WORK ORDER —
Report, in full, each line of the material below in which the string "Manuel" occurs.

SOURCE MATERIAL —
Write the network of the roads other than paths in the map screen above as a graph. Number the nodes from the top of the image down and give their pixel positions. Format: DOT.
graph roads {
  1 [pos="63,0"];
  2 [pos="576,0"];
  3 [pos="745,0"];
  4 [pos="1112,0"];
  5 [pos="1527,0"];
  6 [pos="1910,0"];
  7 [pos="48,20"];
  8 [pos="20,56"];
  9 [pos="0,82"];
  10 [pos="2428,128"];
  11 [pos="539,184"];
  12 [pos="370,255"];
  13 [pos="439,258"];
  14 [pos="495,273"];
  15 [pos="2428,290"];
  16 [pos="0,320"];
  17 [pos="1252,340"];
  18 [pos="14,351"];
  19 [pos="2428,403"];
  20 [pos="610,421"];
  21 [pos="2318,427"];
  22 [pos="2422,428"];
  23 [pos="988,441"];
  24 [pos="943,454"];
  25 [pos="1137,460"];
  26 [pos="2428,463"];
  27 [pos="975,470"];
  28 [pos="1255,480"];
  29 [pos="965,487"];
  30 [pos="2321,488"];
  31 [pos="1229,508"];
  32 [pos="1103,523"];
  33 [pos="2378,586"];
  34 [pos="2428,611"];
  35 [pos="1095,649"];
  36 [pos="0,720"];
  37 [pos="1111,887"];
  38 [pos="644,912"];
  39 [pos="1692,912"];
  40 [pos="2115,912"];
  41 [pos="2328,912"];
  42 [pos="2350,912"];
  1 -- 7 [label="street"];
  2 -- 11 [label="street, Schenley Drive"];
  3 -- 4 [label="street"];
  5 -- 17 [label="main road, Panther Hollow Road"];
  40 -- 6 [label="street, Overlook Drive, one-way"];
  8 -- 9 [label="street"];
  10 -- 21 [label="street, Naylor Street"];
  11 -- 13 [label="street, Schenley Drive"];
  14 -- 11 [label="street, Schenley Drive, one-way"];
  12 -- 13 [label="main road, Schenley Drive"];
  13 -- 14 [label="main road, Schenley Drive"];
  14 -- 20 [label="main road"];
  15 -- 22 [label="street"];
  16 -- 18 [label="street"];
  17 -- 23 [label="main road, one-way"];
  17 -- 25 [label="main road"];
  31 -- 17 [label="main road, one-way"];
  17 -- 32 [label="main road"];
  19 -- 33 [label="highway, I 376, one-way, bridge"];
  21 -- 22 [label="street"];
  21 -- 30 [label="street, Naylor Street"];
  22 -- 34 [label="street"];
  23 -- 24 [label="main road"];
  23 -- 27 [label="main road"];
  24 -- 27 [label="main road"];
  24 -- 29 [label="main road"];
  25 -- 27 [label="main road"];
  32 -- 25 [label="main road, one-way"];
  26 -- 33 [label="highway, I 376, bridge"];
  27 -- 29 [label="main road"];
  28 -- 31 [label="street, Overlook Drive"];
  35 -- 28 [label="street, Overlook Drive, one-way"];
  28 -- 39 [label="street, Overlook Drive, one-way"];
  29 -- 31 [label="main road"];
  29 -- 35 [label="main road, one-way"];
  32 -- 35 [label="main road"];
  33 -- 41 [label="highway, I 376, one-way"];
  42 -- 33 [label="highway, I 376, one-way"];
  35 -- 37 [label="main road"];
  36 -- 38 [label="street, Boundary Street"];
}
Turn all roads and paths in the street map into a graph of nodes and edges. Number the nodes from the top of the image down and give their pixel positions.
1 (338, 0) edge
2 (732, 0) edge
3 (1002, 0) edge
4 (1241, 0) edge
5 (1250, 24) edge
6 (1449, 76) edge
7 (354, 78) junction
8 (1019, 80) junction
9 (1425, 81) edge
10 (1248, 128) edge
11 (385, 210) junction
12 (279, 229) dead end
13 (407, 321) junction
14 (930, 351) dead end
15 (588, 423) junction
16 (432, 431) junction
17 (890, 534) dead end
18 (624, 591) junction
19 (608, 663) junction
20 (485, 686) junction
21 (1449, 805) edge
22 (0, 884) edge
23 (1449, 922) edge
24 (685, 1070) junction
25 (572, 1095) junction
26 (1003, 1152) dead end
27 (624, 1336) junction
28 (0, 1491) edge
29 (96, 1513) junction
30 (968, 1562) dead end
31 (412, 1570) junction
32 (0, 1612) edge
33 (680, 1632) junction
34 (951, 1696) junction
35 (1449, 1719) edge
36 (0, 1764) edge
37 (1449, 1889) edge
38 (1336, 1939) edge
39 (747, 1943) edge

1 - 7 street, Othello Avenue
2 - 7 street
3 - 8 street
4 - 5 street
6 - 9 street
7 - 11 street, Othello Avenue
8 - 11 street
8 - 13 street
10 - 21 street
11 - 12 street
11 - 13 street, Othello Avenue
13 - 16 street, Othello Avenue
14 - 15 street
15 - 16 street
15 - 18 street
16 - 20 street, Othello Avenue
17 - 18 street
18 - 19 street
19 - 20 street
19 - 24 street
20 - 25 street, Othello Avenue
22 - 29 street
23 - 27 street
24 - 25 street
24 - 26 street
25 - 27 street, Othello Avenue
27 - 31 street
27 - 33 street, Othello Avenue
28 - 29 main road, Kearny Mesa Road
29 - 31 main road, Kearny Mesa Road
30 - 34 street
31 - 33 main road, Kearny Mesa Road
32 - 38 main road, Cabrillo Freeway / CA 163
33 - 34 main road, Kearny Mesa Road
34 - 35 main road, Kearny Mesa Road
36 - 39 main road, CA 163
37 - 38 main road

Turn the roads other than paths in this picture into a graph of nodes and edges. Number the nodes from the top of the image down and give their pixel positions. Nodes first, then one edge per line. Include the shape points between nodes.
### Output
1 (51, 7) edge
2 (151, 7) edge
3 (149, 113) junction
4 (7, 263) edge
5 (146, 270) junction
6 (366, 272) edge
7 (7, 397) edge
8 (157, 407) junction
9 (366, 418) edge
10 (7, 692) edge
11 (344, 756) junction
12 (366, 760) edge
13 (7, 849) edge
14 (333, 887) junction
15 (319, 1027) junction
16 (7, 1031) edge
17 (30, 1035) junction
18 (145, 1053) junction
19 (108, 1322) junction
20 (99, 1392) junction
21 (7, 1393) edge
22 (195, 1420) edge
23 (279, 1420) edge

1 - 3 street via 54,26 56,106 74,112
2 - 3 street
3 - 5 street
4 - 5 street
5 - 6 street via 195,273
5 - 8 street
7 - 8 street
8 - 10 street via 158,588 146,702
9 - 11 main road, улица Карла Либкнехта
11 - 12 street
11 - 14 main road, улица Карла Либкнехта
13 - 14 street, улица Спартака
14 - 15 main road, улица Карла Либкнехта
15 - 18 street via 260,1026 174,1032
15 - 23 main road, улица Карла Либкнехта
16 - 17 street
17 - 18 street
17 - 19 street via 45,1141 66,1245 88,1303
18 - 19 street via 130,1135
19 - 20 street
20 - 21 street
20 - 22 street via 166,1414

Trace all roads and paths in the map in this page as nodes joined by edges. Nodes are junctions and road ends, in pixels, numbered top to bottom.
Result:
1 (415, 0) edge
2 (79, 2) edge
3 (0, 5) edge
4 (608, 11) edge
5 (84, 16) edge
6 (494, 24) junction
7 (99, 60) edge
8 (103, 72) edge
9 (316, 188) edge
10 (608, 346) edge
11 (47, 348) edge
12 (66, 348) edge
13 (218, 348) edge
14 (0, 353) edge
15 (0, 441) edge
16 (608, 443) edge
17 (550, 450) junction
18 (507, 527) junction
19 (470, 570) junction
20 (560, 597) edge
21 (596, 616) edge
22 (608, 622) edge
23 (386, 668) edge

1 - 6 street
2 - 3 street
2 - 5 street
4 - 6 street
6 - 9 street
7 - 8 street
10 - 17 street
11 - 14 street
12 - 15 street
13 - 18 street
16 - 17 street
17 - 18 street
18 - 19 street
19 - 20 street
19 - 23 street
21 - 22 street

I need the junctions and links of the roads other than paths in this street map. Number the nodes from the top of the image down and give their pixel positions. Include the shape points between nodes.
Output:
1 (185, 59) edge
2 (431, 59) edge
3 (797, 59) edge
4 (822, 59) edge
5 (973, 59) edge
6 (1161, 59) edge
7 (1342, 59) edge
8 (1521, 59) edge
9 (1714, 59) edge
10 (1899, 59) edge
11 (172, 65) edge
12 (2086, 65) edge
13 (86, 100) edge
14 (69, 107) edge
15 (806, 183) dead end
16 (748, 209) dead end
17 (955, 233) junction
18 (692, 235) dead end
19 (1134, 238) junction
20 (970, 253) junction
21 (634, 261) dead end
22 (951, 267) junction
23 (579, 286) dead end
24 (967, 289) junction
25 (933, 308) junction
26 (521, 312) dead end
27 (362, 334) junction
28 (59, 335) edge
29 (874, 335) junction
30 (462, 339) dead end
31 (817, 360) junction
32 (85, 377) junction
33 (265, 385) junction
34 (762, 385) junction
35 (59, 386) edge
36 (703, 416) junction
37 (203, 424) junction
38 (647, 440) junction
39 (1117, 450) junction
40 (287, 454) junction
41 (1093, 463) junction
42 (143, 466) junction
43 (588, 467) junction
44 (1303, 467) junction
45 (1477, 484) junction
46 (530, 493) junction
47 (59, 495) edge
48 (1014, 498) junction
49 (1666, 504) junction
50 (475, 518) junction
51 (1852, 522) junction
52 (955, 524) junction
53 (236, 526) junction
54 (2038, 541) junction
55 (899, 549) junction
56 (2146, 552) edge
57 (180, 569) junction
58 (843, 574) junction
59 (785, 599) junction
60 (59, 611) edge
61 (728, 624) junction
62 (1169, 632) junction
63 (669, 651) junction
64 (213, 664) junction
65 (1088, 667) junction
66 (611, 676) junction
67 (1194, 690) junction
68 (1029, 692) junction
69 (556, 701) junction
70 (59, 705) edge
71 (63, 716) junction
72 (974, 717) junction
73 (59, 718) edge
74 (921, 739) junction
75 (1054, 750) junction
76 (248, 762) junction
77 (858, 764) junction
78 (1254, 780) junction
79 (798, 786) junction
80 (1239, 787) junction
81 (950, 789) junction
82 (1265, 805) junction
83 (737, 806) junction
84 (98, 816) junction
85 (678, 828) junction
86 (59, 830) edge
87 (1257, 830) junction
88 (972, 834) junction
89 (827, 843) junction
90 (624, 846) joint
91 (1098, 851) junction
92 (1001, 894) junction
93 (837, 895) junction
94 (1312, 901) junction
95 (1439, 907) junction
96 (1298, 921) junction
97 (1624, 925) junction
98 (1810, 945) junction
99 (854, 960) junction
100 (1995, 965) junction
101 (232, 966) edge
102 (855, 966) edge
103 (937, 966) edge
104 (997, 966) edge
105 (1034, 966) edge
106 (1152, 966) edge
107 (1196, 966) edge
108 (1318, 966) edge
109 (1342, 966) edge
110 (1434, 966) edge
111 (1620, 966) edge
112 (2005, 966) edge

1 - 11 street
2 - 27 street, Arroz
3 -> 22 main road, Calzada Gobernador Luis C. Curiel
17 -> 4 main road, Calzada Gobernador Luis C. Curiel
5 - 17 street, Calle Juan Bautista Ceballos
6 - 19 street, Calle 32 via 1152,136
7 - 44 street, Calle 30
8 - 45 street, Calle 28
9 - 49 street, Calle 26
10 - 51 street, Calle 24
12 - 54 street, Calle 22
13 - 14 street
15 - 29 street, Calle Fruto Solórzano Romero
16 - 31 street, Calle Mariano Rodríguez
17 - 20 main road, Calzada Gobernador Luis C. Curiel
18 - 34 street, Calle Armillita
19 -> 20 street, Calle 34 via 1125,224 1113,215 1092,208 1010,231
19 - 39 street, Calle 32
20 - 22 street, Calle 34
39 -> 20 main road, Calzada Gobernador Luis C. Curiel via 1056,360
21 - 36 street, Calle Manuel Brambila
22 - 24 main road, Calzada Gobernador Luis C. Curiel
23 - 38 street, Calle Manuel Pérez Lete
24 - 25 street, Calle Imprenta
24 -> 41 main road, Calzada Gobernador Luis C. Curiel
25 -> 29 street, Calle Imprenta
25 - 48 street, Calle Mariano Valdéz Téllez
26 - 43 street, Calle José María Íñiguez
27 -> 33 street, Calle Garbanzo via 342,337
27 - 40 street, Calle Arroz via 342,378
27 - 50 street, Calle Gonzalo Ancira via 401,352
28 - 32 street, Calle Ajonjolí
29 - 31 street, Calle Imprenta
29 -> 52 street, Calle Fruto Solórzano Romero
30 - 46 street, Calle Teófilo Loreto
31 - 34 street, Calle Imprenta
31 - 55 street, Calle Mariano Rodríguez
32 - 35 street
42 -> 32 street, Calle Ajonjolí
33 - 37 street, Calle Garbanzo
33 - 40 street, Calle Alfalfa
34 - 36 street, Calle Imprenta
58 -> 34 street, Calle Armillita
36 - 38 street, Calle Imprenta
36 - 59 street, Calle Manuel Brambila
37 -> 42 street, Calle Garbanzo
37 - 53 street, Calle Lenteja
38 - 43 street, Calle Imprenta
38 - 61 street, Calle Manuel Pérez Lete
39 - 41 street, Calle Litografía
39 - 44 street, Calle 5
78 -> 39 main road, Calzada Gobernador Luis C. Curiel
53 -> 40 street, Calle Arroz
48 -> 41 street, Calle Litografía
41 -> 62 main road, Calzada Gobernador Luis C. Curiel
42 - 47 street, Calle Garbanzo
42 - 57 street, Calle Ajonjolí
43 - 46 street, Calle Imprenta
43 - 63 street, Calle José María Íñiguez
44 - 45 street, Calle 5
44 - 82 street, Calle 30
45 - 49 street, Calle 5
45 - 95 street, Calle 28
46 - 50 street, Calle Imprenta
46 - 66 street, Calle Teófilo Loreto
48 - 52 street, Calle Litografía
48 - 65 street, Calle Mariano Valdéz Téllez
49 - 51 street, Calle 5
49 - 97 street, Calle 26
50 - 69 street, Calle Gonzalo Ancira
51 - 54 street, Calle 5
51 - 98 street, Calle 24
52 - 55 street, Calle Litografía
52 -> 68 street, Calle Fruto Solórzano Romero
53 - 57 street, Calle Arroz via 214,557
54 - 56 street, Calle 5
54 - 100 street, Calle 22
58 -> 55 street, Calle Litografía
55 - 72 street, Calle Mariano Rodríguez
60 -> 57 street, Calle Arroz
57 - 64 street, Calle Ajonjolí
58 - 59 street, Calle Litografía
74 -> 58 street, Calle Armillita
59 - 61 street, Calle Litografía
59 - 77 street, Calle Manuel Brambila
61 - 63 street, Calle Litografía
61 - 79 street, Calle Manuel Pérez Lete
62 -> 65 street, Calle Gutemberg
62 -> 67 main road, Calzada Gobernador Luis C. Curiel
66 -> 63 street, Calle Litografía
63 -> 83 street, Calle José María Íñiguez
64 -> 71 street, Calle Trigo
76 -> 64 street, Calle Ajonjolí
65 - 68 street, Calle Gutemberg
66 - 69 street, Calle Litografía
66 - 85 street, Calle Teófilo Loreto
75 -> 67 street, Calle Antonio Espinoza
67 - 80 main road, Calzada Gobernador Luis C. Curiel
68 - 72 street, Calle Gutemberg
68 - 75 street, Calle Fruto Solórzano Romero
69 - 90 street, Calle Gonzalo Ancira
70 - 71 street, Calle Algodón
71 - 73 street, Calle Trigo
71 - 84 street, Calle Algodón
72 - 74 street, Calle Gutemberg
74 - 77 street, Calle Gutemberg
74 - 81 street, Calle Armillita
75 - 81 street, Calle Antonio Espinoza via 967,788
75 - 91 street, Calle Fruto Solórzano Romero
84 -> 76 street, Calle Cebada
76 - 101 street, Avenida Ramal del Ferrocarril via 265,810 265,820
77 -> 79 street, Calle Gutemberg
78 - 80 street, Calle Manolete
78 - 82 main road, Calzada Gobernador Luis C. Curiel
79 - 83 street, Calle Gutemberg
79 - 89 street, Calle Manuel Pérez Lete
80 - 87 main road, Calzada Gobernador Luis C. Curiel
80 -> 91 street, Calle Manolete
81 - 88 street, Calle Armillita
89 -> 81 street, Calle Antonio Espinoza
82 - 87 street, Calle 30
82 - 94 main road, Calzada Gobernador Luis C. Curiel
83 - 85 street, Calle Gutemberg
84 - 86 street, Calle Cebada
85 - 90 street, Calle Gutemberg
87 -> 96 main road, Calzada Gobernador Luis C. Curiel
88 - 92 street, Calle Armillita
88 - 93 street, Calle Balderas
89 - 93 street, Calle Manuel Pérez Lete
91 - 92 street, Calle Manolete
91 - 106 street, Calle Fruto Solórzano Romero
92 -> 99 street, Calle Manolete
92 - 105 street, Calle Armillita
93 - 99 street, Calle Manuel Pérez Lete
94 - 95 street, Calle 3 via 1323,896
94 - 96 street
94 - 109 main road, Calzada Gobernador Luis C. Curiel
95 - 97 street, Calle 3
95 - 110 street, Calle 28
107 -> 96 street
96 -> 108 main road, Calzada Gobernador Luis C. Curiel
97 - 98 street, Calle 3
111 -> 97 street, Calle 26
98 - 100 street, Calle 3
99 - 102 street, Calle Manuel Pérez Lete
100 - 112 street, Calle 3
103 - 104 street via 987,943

ANSWER BELOW —
21 - 36 street, Calle Manuel Brambila
23 - 38 street, Calle Manuel Pérez Lete
36 - 59 street, Calle Manuel Brambila
38 - 61 street, Calle Manuel Pérez Lete
59 - 77 street, Calle Manuel Brambila
61 - 79 street, Calle Manuel Pérez Lete
79 - 89 street, Calle Manuel Pérez Lete
89 - 93 street, Calle Manuel Pérez Lete
93 - 99 street, Calle Manuel Pérez Lete
99 - 102 street, Calle Manuel Pérez Lete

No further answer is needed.